Goal of the exercise: Return the number of lines below that contain "every"; nothing else belongs in the reply.

Extracted entries:
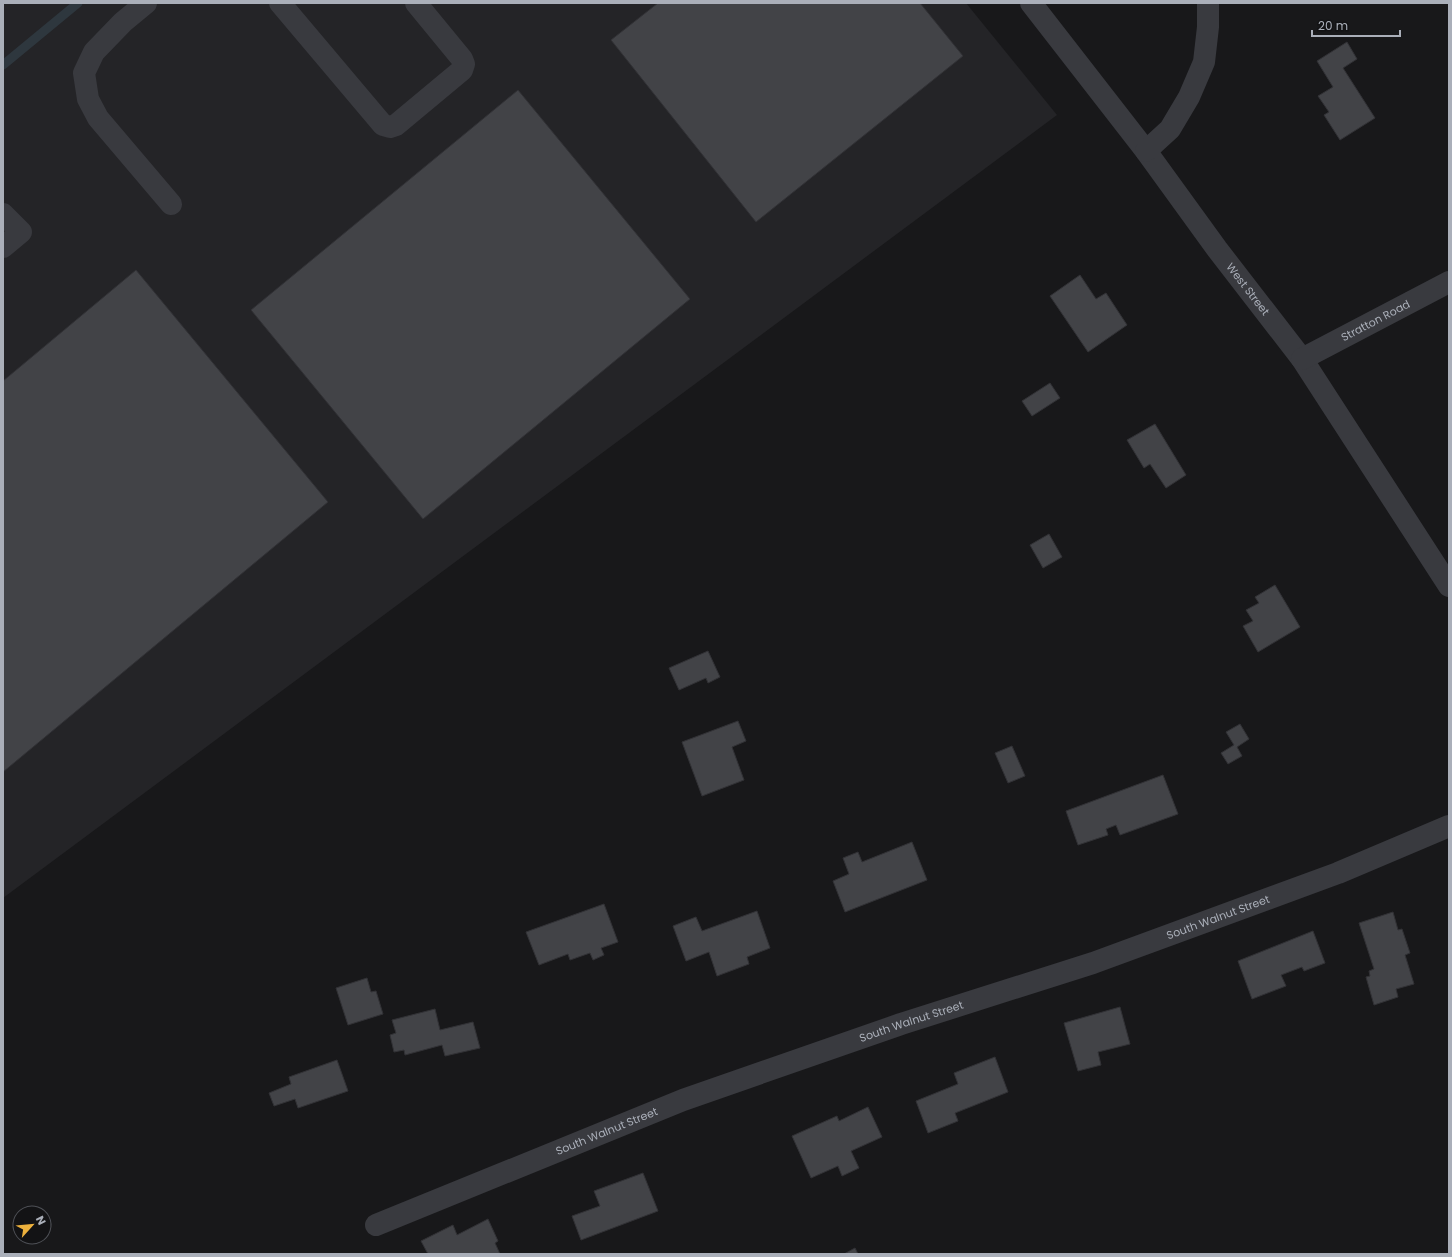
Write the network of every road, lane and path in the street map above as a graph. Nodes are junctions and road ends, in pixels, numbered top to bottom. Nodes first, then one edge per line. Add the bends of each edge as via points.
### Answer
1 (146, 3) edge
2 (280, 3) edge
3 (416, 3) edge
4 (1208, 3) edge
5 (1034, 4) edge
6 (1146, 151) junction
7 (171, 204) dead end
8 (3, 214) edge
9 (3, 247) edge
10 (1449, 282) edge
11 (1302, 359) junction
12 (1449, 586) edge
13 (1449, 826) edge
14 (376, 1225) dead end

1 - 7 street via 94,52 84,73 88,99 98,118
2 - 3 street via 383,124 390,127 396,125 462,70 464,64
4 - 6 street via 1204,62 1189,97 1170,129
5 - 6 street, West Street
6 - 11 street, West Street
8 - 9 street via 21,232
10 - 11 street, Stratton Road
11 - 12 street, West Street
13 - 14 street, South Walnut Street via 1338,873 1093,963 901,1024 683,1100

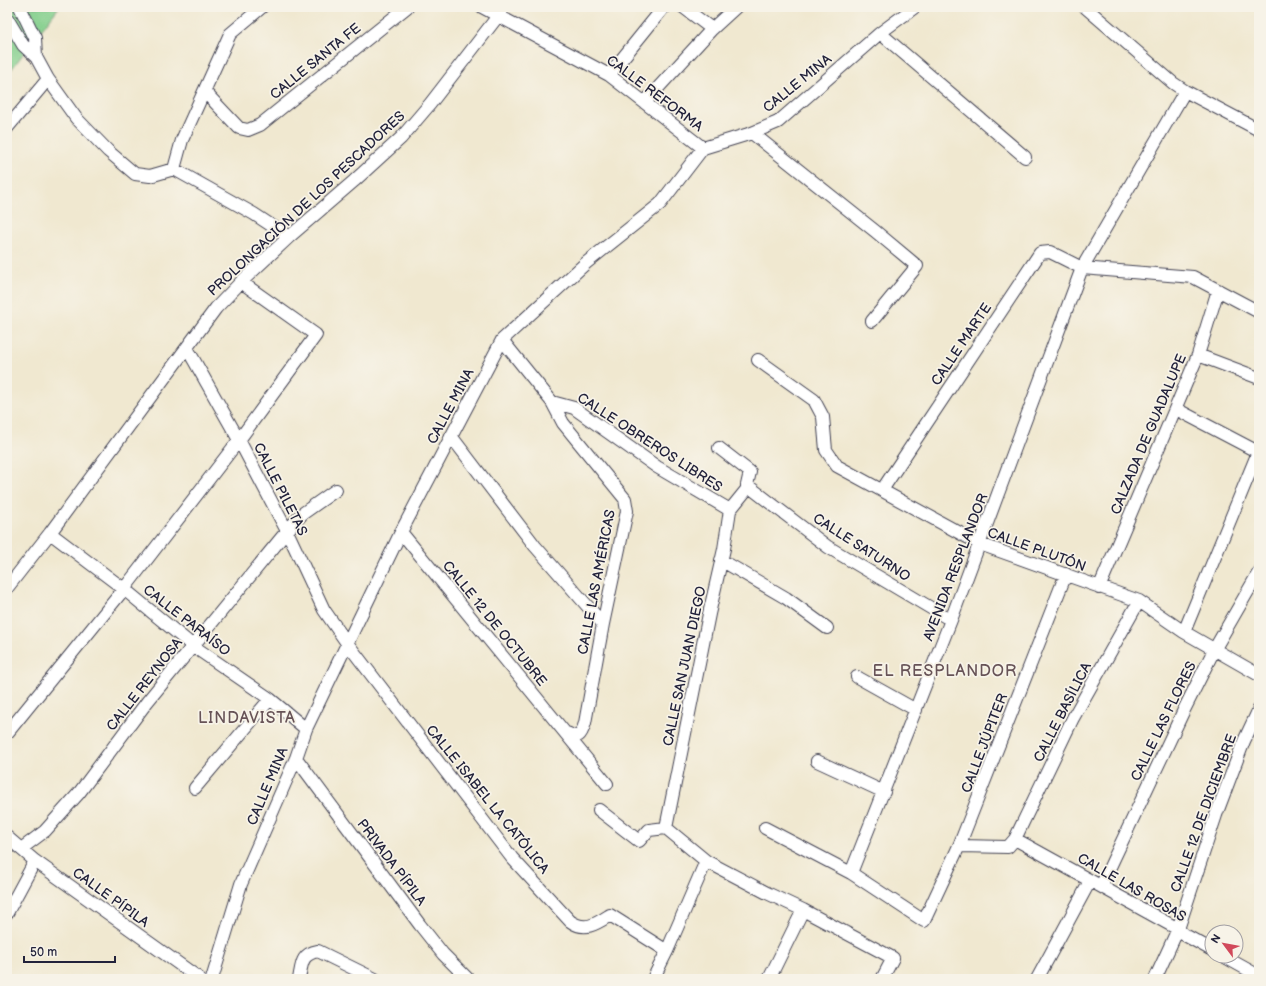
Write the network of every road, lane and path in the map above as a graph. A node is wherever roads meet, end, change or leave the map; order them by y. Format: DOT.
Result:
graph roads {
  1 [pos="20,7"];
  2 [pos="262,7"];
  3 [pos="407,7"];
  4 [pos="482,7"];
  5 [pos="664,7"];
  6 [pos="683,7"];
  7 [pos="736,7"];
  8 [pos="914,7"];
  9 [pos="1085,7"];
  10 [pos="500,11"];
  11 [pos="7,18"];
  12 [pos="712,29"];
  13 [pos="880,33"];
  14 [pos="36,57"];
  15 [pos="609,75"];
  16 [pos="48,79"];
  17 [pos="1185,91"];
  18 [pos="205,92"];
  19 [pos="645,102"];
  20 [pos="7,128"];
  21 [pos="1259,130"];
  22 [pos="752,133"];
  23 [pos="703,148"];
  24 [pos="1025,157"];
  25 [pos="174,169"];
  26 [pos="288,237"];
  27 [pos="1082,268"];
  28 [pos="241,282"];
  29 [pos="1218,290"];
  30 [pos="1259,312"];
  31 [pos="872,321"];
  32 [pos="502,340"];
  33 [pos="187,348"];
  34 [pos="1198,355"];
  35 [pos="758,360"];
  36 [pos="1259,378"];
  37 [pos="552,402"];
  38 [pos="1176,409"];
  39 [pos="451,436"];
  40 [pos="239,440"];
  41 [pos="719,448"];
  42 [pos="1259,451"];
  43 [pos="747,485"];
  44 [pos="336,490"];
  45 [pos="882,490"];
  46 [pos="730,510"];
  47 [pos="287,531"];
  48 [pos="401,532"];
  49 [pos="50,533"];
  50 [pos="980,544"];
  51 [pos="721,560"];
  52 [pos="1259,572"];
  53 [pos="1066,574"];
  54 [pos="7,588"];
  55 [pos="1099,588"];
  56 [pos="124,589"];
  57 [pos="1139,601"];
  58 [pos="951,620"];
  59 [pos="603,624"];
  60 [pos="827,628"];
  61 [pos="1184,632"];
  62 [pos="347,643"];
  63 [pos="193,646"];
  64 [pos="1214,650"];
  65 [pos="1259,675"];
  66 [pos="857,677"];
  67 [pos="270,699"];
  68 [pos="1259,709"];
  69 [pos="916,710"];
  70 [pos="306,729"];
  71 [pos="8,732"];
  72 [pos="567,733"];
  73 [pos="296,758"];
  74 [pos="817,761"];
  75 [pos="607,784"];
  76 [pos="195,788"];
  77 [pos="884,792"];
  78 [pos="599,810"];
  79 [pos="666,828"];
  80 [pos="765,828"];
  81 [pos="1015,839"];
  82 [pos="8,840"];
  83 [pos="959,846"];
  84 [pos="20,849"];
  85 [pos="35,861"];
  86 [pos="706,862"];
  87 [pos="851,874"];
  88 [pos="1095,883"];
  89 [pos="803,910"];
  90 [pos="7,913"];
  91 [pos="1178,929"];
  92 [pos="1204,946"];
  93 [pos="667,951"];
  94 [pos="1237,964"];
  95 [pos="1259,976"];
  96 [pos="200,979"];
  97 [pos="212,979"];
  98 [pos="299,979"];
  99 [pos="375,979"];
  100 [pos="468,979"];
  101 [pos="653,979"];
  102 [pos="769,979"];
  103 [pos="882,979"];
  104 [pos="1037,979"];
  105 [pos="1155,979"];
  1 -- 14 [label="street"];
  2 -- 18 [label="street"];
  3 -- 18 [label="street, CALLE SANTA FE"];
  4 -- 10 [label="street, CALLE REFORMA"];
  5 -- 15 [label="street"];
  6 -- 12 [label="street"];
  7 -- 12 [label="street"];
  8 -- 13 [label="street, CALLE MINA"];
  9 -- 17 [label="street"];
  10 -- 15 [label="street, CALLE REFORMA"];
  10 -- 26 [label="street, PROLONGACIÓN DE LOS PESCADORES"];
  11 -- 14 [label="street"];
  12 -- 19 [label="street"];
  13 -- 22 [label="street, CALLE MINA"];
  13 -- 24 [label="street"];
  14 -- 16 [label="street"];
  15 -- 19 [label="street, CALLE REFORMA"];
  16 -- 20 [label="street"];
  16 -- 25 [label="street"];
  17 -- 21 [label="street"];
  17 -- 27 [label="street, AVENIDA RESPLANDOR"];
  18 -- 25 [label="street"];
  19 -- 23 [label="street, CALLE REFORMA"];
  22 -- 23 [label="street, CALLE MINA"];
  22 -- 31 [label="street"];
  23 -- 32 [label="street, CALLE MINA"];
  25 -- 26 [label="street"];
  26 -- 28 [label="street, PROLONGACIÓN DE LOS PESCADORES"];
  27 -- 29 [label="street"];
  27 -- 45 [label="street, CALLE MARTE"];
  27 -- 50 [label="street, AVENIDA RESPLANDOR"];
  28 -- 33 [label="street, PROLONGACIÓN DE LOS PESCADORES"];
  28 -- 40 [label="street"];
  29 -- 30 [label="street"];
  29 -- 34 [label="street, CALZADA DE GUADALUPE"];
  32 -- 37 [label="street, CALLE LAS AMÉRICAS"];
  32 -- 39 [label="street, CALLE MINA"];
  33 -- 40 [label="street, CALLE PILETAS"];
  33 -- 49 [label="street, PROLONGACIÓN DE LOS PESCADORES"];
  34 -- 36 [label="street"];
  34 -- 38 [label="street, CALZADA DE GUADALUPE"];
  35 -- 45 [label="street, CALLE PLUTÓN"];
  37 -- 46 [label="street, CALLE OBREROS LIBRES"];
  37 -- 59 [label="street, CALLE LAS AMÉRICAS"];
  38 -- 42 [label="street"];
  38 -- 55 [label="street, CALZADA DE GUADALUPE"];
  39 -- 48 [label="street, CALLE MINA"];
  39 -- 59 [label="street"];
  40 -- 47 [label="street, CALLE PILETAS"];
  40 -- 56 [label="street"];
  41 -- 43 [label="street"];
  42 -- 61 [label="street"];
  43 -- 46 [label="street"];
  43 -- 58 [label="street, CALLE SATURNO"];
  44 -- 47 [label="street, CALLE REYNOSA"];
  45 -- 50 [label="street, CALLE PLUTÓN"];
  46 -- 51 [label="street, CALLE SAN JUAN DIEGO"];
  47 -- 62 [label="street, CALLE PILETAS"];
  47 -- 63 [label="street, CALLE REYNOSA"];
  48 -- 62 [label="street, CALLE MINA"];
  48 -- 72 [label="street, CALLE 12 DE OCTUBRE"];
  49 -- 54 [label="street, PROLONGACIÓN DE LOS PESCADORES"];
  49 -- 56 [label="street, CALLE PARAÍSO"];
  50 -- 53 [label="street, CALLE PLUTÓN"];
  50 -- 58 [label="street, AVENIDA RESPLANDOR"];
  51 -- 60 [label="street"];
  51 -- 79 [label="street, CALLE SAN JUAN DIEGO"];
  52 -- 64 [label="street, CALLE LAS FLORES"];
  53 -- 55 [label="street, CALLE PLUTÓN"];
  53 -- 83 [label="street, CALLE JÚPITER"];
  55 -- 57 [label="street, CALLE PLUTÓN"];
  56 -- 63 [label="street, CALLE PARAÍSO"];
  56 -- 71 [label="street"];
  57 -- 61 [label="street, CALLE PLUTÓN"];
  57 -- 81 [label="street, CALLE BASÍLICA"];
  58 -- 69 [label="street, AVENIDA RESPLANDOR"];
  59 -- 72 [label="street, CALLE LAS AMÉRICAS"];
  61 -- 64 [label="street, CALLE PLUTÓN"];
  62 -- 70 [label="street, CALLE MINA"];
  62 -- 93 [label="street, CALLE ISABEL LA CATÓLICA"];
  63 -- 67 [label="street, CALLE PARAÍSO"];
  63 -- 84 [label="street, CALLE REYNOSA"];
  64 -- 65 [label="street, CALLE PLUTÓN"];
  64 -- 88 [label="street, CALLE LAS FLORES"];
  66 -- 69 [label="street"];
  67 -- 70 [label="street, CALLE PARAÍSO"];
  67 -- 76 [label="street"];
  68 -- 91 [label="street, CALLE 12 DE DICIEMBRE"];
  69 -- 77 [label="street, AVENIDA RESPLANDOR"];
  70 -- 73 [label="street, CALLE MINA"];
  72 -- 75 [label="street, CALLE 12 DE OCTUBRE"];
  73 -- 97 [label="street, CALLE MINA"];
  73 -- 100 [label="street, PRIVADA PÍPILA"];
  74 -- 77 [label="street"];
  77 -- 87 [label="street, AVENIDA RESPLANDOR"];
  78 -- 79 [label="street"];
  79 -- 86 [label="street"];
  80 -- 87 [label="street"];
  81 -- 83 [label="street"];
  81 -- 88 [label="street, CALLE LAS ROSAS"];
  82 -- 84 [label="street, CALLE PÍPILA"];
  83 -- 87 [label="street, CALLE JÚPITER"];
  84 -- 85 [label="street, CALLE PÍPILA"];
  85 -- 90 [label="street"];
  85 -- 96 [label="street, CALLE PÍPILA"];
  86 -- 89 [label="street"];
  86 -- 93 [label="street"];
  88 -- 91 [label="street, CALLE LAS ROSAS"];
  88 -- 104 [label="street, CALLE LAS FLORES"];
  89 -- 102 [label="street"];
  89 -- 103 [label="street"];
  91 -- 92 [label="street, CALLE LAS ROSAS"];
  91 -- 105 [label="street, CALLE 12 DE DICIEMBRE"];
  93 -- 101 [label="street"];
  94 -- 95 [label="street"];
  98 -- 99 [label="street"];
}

---

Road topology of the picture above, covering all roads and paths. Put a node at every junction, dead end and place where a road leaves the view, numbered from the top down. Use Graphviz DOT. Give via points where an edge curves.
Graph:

Answer box: 3